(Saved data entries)
■ ■ ■

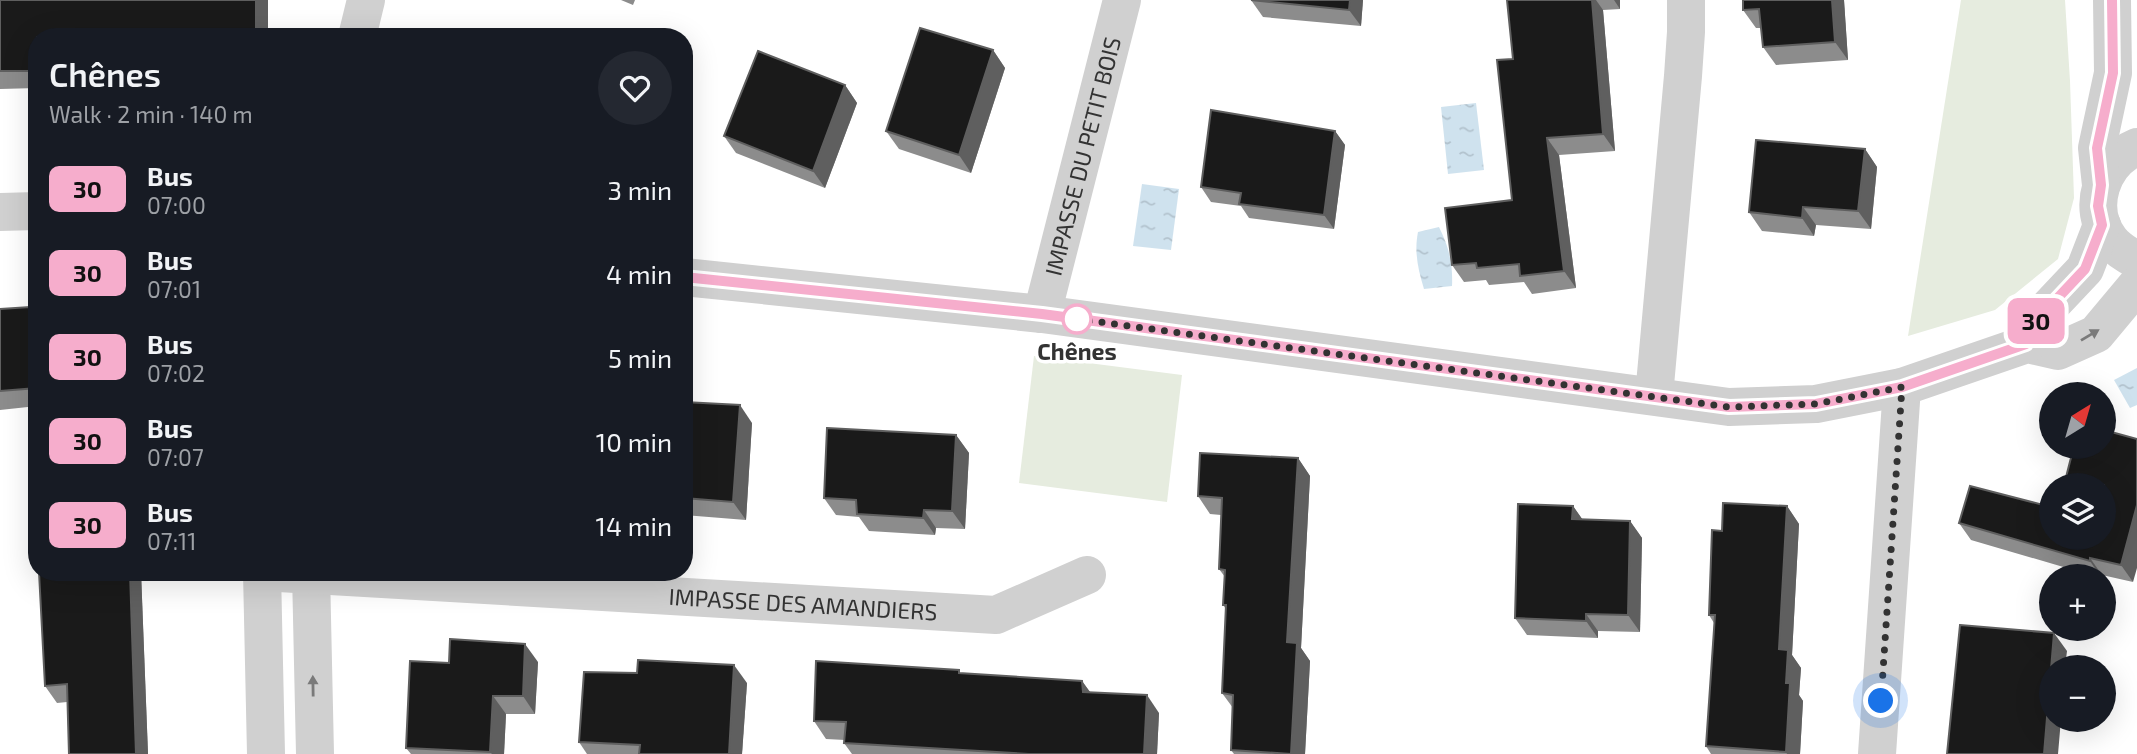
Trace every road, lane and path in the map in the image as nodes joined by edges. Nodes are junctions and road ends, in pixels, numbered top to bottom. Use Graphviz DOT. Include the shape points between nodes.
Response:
graph roads {
  1 [pos="366,0"];
  2 [pos="1122,0"];
  3 [pos="1686,0"];
  4 [pos="2112,0"];
  5 [pos="359,28"];
  6 [pos="2125,85"];
  7 [pos="2137,147"];
  8 [pos="2101,185"];
  9 [pos="28,211"];
  10 [pos="0,212"];
  11 [pos="2102,225"];
  12 [pos="2137,260"];
  13 [pos="693,278"];
  14 [pos="2137,285"];
  15 [pos="1042,314"];
  16 [pos="2026,344"];
  17 [pos="1902,387"];
  18 [pos="1654,396"];
  19 [pos="1087,575"];
  20 [pos="262,581"];
  21 [pos="311,581"];
  22 [pos="428,581"];
  23 [pos="266,754"];
  24 [pos="315,754"];
  25 [pos="1877,754"];
  1 -- 5 [label="street"];
  2 -- 15 [label="street, IMPASSE DU PETIT BOIS"];
  3 -- 18 [label="street"];
  4 -- 6 [label="street"];
  6 -- 8 [label="street" via="2097,148"];
  7 -- 8 [label="street" via="2120,156"];
  8 -- 11 [label="street" via="2098,206"];
  9 -- 10 [label="street"];
  11 -- 12 [label="street" via="2110,241"];
  11 -- 16 [label="street" via="2085,269 2035,322"];
  13 -- 15 [label="street"];
  16 -- 14 [label="street, one-way" via="2058,351 2096,334"];
  15 -- 18 [label="street"];
  16 -- 17 [label="street"];
  17 -- 18 [label="street" via="1791,405 1729,407"];
  17 -- 25 [label="street"];
  19 -- 22 [label="street, IMPASSE DES AMANDIERS" via="996,615"];
  20 -- 23 [label="street"];
  24 -- 21 [label="street, one-way"];
}
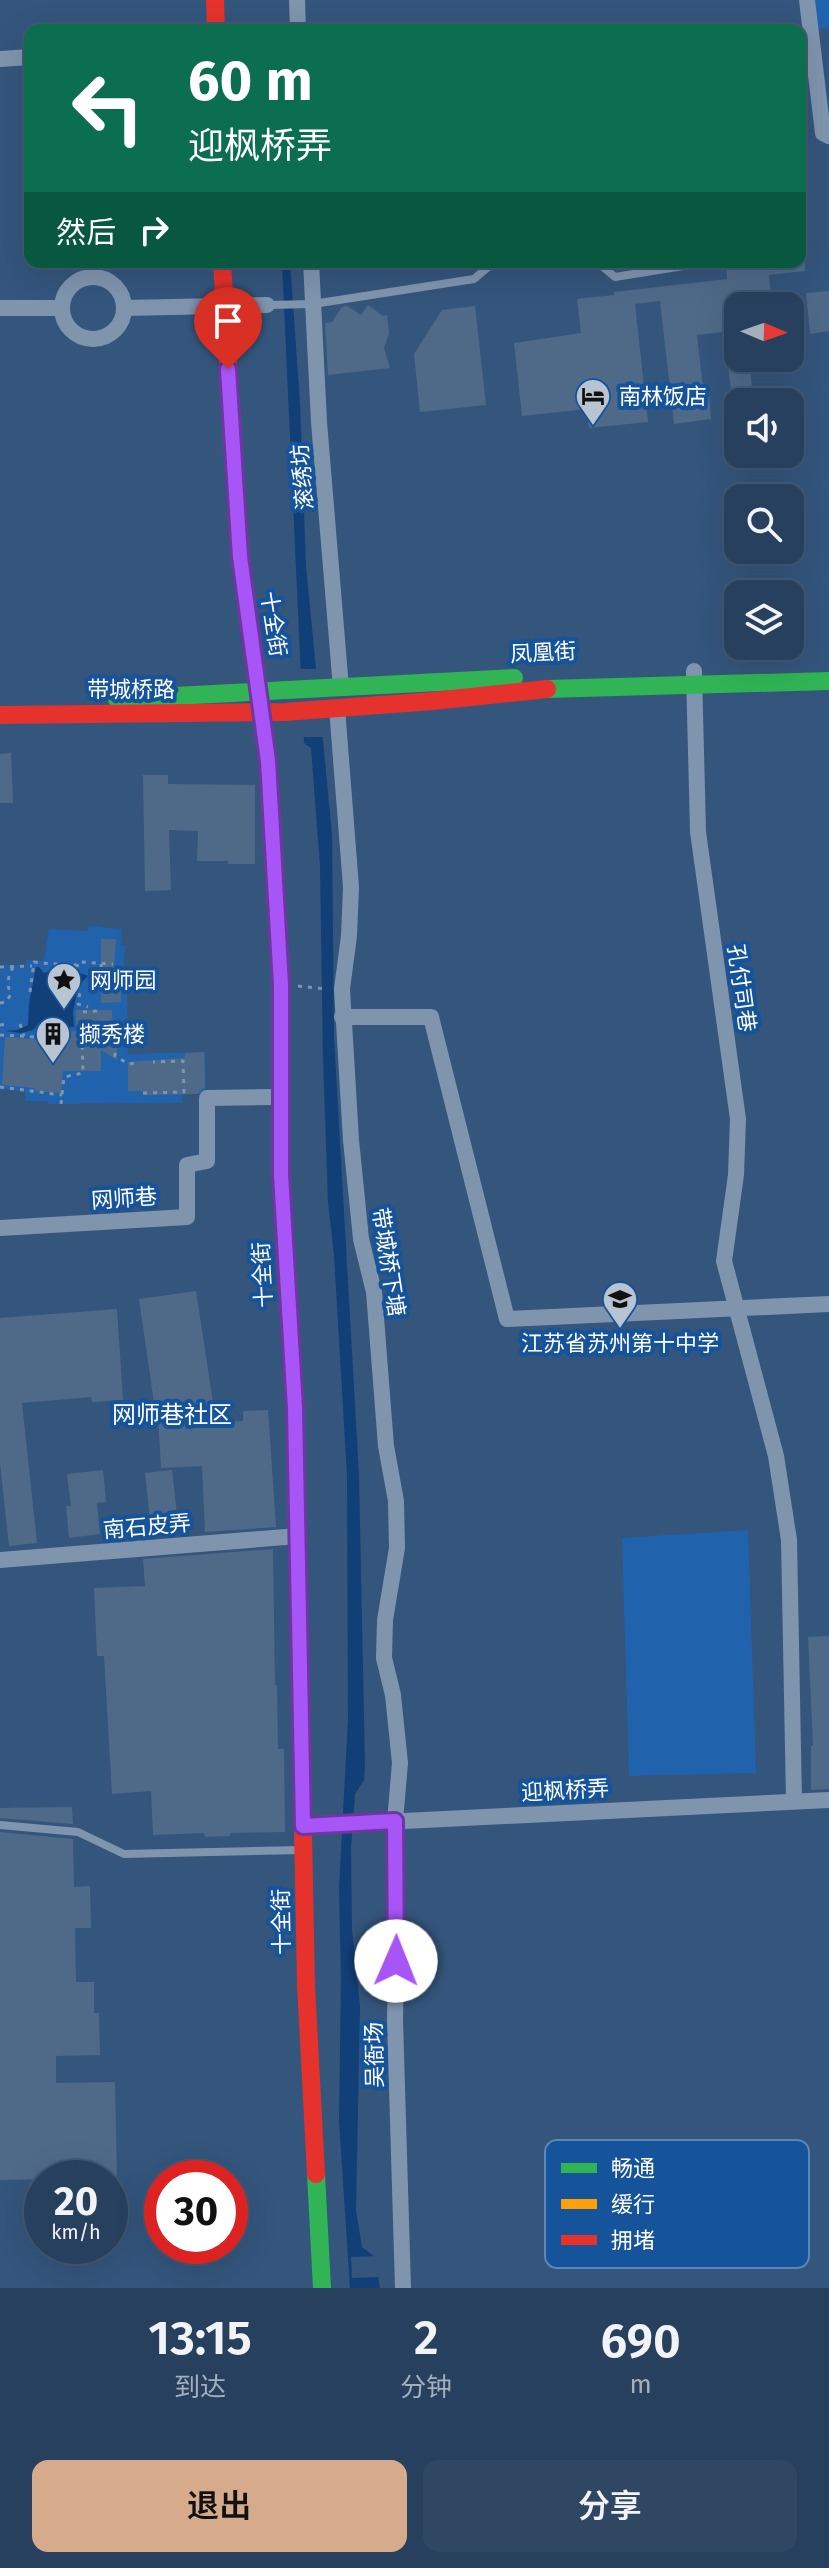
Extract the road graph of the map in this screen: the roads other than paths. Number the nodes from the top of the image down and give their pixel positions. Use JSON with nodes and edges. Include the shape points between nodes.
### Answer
{"nodes":[{"id":1,"x":215,"y":0,"type":"edge"},
{"id":2,"x":297,"y":0,"type":"edge"},
{"id":3,"x":807,"y":0,"type":"edge"},
{"id":4,"x":216,"y":24,"type":"edge"},
{"id":5,"x":298,"y":24,"type":"edge"},
{"id":6,"x":24,"y":57,"type":"edge"},
{"id":7,"x":0,"y":59,"type":"edge"},
{"id":8,"x":829,"y":136,"type":"edge"},
{"id":9,"x":222,"y":268,"type":"edge"},
{"id":10,"x":311,"y":268,"type":"edge"},
{"id":11,"x":487,"y":268,"type":"edge"},
{"id":12,"x":604,"y":268,"type":"edge"},
{"id":13,"x":671,"y":268,"type":"edge"},
{"id":14,"x":310,"y":304,"type":"junction"},
{"id":15,"x":224,"y":305,"type":"junction"},
{"id":16,"x":267,"y":305,"type":"joint"},
{"id":17,"x":0,"y":308,"type":"edge"},
{"id":18,"x":61,"y":308,"type":"junction"},
{"id":19,"x":124,"y":308,"type":"junction"},
{"id":20,"x":829,"y":669,"type":"edge"},
{"id":21,"x":694,"y":677,"type":"junction"},
{"id":22,"x":829,"y":681,"type":"edge"},
{"id":23,"x":341,"y":688,"type":"junction"},
{"id":24,"x":260,"y":691,"type":"junction"},
{"id":25,"x":0,"y":703,"type":"edge"},
{"id":26,"x":337,"y":708,"type":"junction"},
{"id":27,"x":263,"y":713,"type":"junction"},
{"id":28,"x":0,"y":715,"type":"edge"},
{"id":29,"x":342,"y":1017,"type":"junction"},
{"id":30,"x":280,"y":1097,"type":"junction"},
{"id":31,"x":0,"y":1228,"type":"edge"},
{"id":32,"x":829,"y":1304,"type":"edge"},
{"id":33,"x":736,"y":1308,"type":"junction"},
{"id":34,"x":298,"y":1536,"type":"junction"},
{"id":35,"x":0,"y":1560,"type":"edge"},
{"id":36,"x":829,"y":1800,"type":"edge"},
{"id":37,"x":794,"y":1801,"type":"junction"},
{"id":38,"x":395,"y":1821,"type":"junction"},
{"id":39,"x":0,"y":1825,"type":"edge"},
{"id":40,"x":303,"y":1826,"type":"junction"},
{"id":41,"x":303,"y":1850,"type":"junction"},
{"id":42,"x":322,"y":2288,"type":"edge"},
{"id":43,"x":403,"y":2288,"type":"edge"}],
"edges":[{"from":1,"to":4,"type":"main road"},
{"from":2,"to":5,"type":"street"},
{"from":3,"to":8,"type":"street","via":[[823,133]]},
{"from":6,"to":7,"type":"street"},
{"from":9,"to":15,"type":"main road","name":"十全街"},
{"from":10,"to":14,"type":"street","name":"滚绣坊"},
{"from":11,"to":14,"type":"lane","via":[[474,279]]},
{"from":12,"to":13,"type":"lane","via":[[615,277]]},
{"from":14,"to":16,"type":"lane"},
{"from":14,"to":23,"type":"street","name":"滚绣坊"},
{"from":15,"to":16,"type":"street"},
{"from":15,"to":19,"type":"street"},
{"from":15,"to":24,"type":"main road","name":"十全街","via":[[240,557]]},
{"from":17,"to":18,"type":"street"},
{"from":18,"to":19,"type":"street","via":[[70,286],[92,277],[115,286]]},
{"from":18,"to":19,"type":"street","via":[[70,330],[92,339],[115,330]]},
{"from":20,"to":21,"type":"main road","name":"凤凰街"},
{"from":21,"to":22,"type":"main road","name":"凤凰街"},
{"from":21,"to":23,"type":"main road","name":"凤凰街","via":[[507,678]]},
{"from":21,"to":26,"type":"main road","name":"凤凰街"},
{"from":21,"to":33,"type":"street","name":"孔付司巷","via":[[698,832],[738,1119],[724,1261]]},
{"from":23,"to":24,"type":"main road","name":"凤凰街"},
{"from":24,"to":25,"type":"main road","name":"带城桥路"},
{"from":24,"to":27,"type":"main road","name":"十全街"},
{"from":26,"to":27,"type":"main road","name":"凤凰街"},
{"from":26,"to":29,"type":"street","name":"带城桥下塘","via":[[351,887]]},
{"from":27,"to":28,"type":"main road","name":"带城桥路"},
{"from":27,"to":30,"type":"main road","name":"十全街","via":[[281,985]]},
{"from":29,"to":33,"type":"street","via":[[431,1017],[507,1319]]},
{"from":29,"to":38,"type":"street","name":"带城桥下塘","via":[[361,1239],[374,1292],[386,1446],[396,1501],[397,1548],[384,1658],[400,1763]]},
{"from":30,"to":31,"type":"street","name":"网师巷","via":[[207,1098],[207,1161],[187,1165],[187,1217]]},
{"from":30,"to":34,"type":"main road","name":"十全街"},
{"from":32,"to":33,"type":"street"},
{"from":33,"to":37,"type":"street","name":"孔付司巷","via":[[776,1456],[789,1540]]},
{"from":34,"to":35,"type":"street","name":"南石皮弄"},
{"from":34,"to":40,"type":"main road","name":"十全街"},
{"from":36,"to":37,"type":"street","name":"迎枫桥弄"},
{"from":37,"to":38,"type":"street","name":"迎枫桥弄"},
{"from":38,"to":40,"type":"street","name":"迎枫桥弄"},
{"from":38,"to":43,"type":"street","name":"吴衙场"},
{"from":39,"to":41,"type":"lane","via":[[78,1832],[124,1854]]},
{"from":40,"to":41,"type":"main road","name":"十全街"},
{"from":41,"to":42,"type":"main road","name":"十全街"}]}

■ ■ ■

Work required:
The data must be printed exactly, image-free.

Output for this exercise:
Trace every road, lane and path in the map in the image as nodes joined by edges. Nodes are junctions and road ends, in pixels, numbered top to bottom. Use Graphviz DOT. Include the shape points between nodes.
Response:
graph roads {
  1 [pos="366,0"];
  2 [pos="1122,0"];
  3 [pos="1686,0"];
  4 [pos="2112,0"];
  5 [pos="359,28"];
  6 [pos="2125,85"];
  7 [pos="2137,147"];
  8 [pos="2101,185"];
  9 [pos="28,211"];
  10 [pos="0,212"];
  11 [pos="2102,225"];
  12 [pos="2137,260"];
  13 [pos="693,278"];
  14 [pos="2137,285"];
  15 [pos="1042,314"];
  16 [pos="2026,344"];
  17 [pos="1902,387"];
  18 [pos="1654,396"];
  19 [pos="1087,575"];
  20 [pos="262,581"];
  21 [pos="311,581"];
  22 [pos="428,581"];
  23 [pos="266,754"];
  24 [pos="315,754"];
  25 [pos="1877,754"];
  1 -- 5 [label="street"];
  2 -- 15 [label="street, IMPASSE DU PETIT BOIS"];
  3 -- 18 [label="street"];
  4 -- 6 [label="street"];
  6 -- 8 [label="street" via="2097,148"];
  7 -- 8 [label="street" via="2120,156"];
  8 -- 11 [label="street" via="2098,206"];
  9 -- 10 [label="street"];
  11 -- 12 [label="street" via="2110,241"];
  11 -- 16 [label="street" via="2085,269 2035,322"];
  13 -- 15 [label="street"];
  16 -- 14 [label="street, one-way" via="2058,351 2096,334"];
  15 -- 18 [label="street"];
  16 -- 17 [label="street"];
  17 -- 18 [label="street" via="1791,405 1729,407"];
  17 -- 25 [label="street"];
  19 -- 22 [label="street, IMPASSE DES AMANDIERS" via="996,615"];
  20 -- 23 [label="street"];
  24 -- 21 [label="street, one-way"];
}
Extract the road graph of the map in this screen: the roads other than paths. Number the nodes from the top of the image down and give their pixel positions. Use JSON with nodes and edges. Include the shape points between nodes.
### Answer
{"nodes":[{"id":1,"x":215,"y":0,"type":"edge"},
{"id":2,"x":297,"y":0,"type":"edge"},
{"id":3,"x":807,"y":0,"type":"edge"},
{"id":4,"x":216,"y":24,"type":"edge"},
{"id":5,"x":298,"y":24,"type":"edge"},
{"id":6,"x":24,"y":57,"type":"edge"},
{"id":7,"x":0,"y":59,"type":"edge"},
{"id":8,"x":829,"y":136,"type":"edge"},
{"id":9,"x":222,"y":268,"type":"edge"},
{"id":10,"x":311,"y":268,"type":"edge"},
{"id":11,"x":487,"y":268,"type":"edge"},
{"id":12,"x":604,"y":268,"type":"edge"},
{"id":13,"x":671,"y":268,"type":"edge"},
{"id":14,"x":310,"y":304,"type":"junction"},
{"id":15,"x":224,"y":305,"type":"junction"},
{"id":16,"x":267,"y":305,"type":"joint"},
{"id":17,"x":0,"y":308,"type":"edge"},
{"id":18,"x":61,"y":308,"type":"junction"},
{"id":19,"x":124,"y":308,"type":"junction"},
{"id":20,"x":829,"y":669,"type":"edge"},
{"id":21,"x":694,"y":677,"type":"junction"},
{"id":22,"x":829,"y":681,"type":"edge"},
{"id":23,"x":341,"y":688,"type":"junction"},
{"id":24,"x":260,"y":691,"type":"junction"},
{"id":25,"x":0,"y":703,"type":"edge"},
{"id":26,"x":337,"y":708,"type":"junction"},
{"id":27,"x":263,"y":713,"type":"junction"},
{"id":28,"x":0,"y":715,"type":"edge"},
{"id":29,"x":342,"y":1017,"type":"junction"},
{"id":30,"x":280,"y":1097,"type":"junction"},
{"id":31,"x":0,"y":1228,"type":"edge"},
{"id":32,"x":829,"y":1304,"type":"edge"},
{"id":33,"x":736,"y":1308,"type":"junction"},
{"id":34,"x":298,"y":1536,"type":"junction"},
{"id":35,"x":0,"y":1560,"type":"edge"},
{"id":36,"x":829,"y":1800,"type":"edge"},
{"id":37,"x":794,"y":1801,"type":"junction"},
{"id":38,"x":395,"y":1821,"type":"junction"},
{"id":39,"x":0,"y":1825,"type":"edge"},
{"id":40,"x":303,"y":1826,"type":"junction"},
{"id":41,"x":303,"y":1850,"type":"junction"},
{"id":42,"x":322,"y":2288,"type":"edge"},
{"id":43,"x":403,"y":2288,"type":"edge"}],
"edges":[{"from":1,"to":4,"type":"main road"},
{"from":2,"to":5,"type":"street"},
{"from":3,"to":8,"type":"street","via":[[823,133]]},
{"from":6,"to":7,"type":"street"},
{"from":9,"to":15,"type":"main road","name":"十全街"},
{"from":10,"to":14,"type":"street","name":"滚绣坊"},
{"from":11,"to":14,"type":"lane","via":[[474,279]]},
{"from":12,"to":13,"type":"lane","via":[[615,277]]},
{"from":14,"to":16,"type":"lane"},
{"from":14,"to":23,"type":"street","name":"滚绣坊"},
{"from":15,"to":16,"type":"street"},
{"from":15,"to":19,"type":"street"},
{"from":15,"to":24,"type":"main road","name":"十全街","via":[[240,557]]},
{"from":17,"to":18,"type":"street"},
{"from":18,"to":19,"type":"street","via":[[70,286],[92,277],[115,286]]},
{"from":18,"to":19,"type":"street","via":[[70,330],[92,339],[115,330]]},
{"from":20,"to":21,"type":"main road","name":"凤凰街"},
{"from":21,"to":22,"type":"main road","name":"凤凰街"},
{"from":21,"to":23,"type":"main road","name":"凤凰街","via":[[507,678]]},
{"from":21,"to":26,"type":"main road","name":"凤凰街"},
{"from":21,"to":33,"type":"street","name":"孔付司巷","via":[[698,832],[738,1119],[724,1261]]},
{"from":23,"to":24,"type":"main road","name":"凤凰街"},
{"from":24,"to":25,"type":"main road","name":"带城桥路"},
{"from":24,"to":27,"type":"main road","name":"十全街"},
{"from":26,"to":27,"type":"main road","name":"凤凰街"},
{"from":26,"to":29,"type":"street","name":"带城桥下塘","via":[[351,887]]},
{"from":27,"to":28,"type":"main road","name":"带城桥路"},
{"from":27,"to":30,"type":"main road","name":"十全街","via":[[281,985]]},
{"from":29,"to":33,"type":"street","via":[[431,1017],[507,1319]]},
{"from":29,"to":38,"type":"street","name":"带城桥下塘","via":[[361,1239],[374,1292],[386,1446],[396,1501],[397,1548],[384,1658],[400,1763]]},
{"from":30,"to":31,"type":"street","name":"网师巷","via":[[207,1098],[207,1161],[187,1165],[187,1217]]},
{"from":30,"to":34,"type":"main road","name":"十全街"},
{"from":32,"to":33,"type":"street"},
{"from":33,"to":37,"type":"street","name":"孔付司巷","via":[[776,1456],[789,1540]]},
{"from":34,"to":35,"type":"street","name":"南石皮弄"},
{"from":34,"to":40,"type":"main road","name":"十全街"},
{"from":36,"to":37,"type":"street","name":"迎枫桥弄"},
{"from":37,"to":38,"type":"street","name":"迎枫桥弄"},
{"from":38,"to":40,"type":"street","name":"迎枫桥弄"},
{"from":38,"to":43,"type":"street","name":"吴衙场"},
{"from":39,"to":41,"type":"lane","via":[[78,1832],[124,1854]]},
{"from":40,"to":41,"type":"main road","name":"十全街"},
{"from":41,"to":42,"type":"main road","name":"十全街"}]}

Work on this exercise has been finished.